A la lecture des considérations de Mori Arimasa sur un langage qui semble toujours osciller

entre le risque de la superficialité et l’impasse du silence, nous proposons de réfléchir sur la forme et les ambitions du langage philosophique.

 

IKEGAMI Kôsuke 

« Une réflexion sur la pensée politique de Nakae Chômin: La fondation des Dialogues politiques entre trois ivrognes »

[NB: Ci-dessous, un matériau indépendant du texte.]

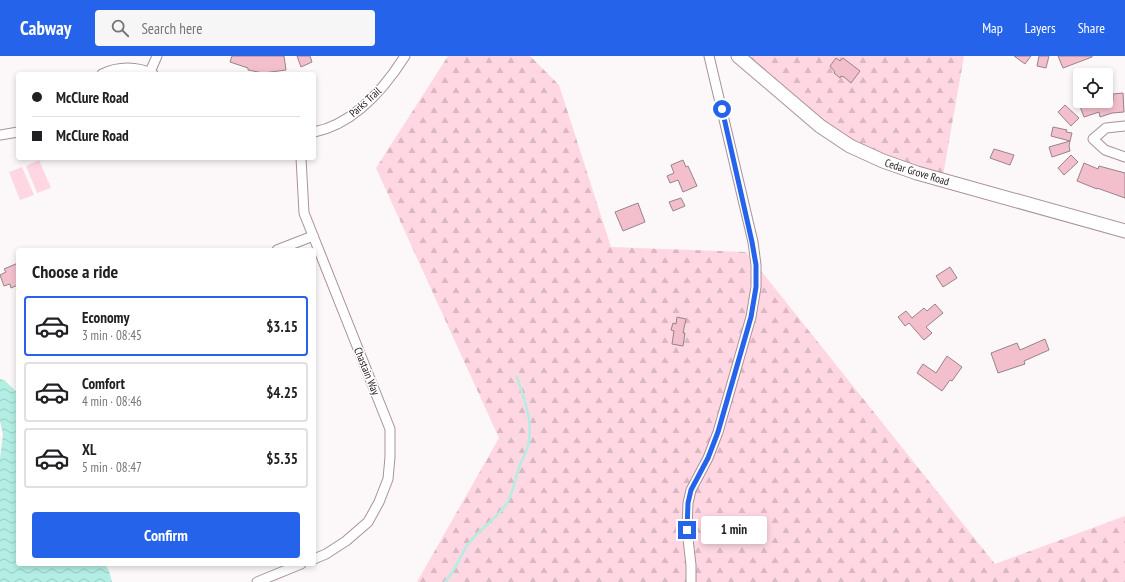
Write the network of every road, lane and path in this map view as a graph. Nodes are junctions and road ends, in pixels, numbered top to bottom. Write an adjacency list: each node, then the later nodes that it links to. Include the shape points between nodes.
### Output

Nakae Chômin (1847-1901) est un penseur de l’époque Meiji et est connu comme le « Rousseau de l’Orient ». Ce surnom provient du fait qu’il a en réalité traduit Du contrat social de Jean-Jacques Rousseau en japonais et puis en chinois classique. Il était le personnage de son époque qui comprenait le plus profondément la pensée de Rousseau. Néanmoins on ne peut résumer la philosophie de Chômin simplement comme Rousseauiste car son appréciation de Mencius, son approche du Taoïsme ou encore sa manière de penser néo-confucéenne illustrent bien le rôle majeur qu'ont eu les classiques chinois dans sa formation intellectuelle. Si au Japon, il y a déjà de nombreuses recherches à son sujet, telles que les ouvrages de Ida Shinya井田進也, Matsunaga Shôzô松永昌三 et Miyamura Haruo宮村治雄, il y a toutefois peu de recherches le concernant en langue française, hormis les travaux d'Eddy Dufourmont. De même, l’ouvrage principal de Chômin, les Dialogues politiques entre trois ivrognes, Sansuijin keirin mondô三酔人経綸問答, n’a pas encore été suffisamment analysé, bien qu’il ait été récemment traduit en français. 

En tenant en compte ce statu quo, nous aurons pour but, dans cette présentation, de discuter de sa pensée en soulignant la relation entre ses Dialogues et la pensée française. Puis, nous mettrons cet ouvrage en relation avec d'autres écrits de l'auteur, notamment le Du contrat social, en japonais Minyaku yakkai民約訳解, dont il a fait la traduction, le Kakumeimae furansu niseikiji革命前法朗西二世紀事, livre sur l’histoire française avant la révolution qu'il a édité en 1886, ou encore le Rigaku kôgen理学鉤玄, un traité de philosophie qu'il a publié la même année. En prêtant attention à cette pensée si fertile, nous analyserons ensuite le rapport entre les Dialogues et ces ouvrages. Puis, pour finir, nous clarifierons dans quelle mesure les Dialogues reflètent ses connaissances et sa compréhension de la pensée occidentale et chinoise.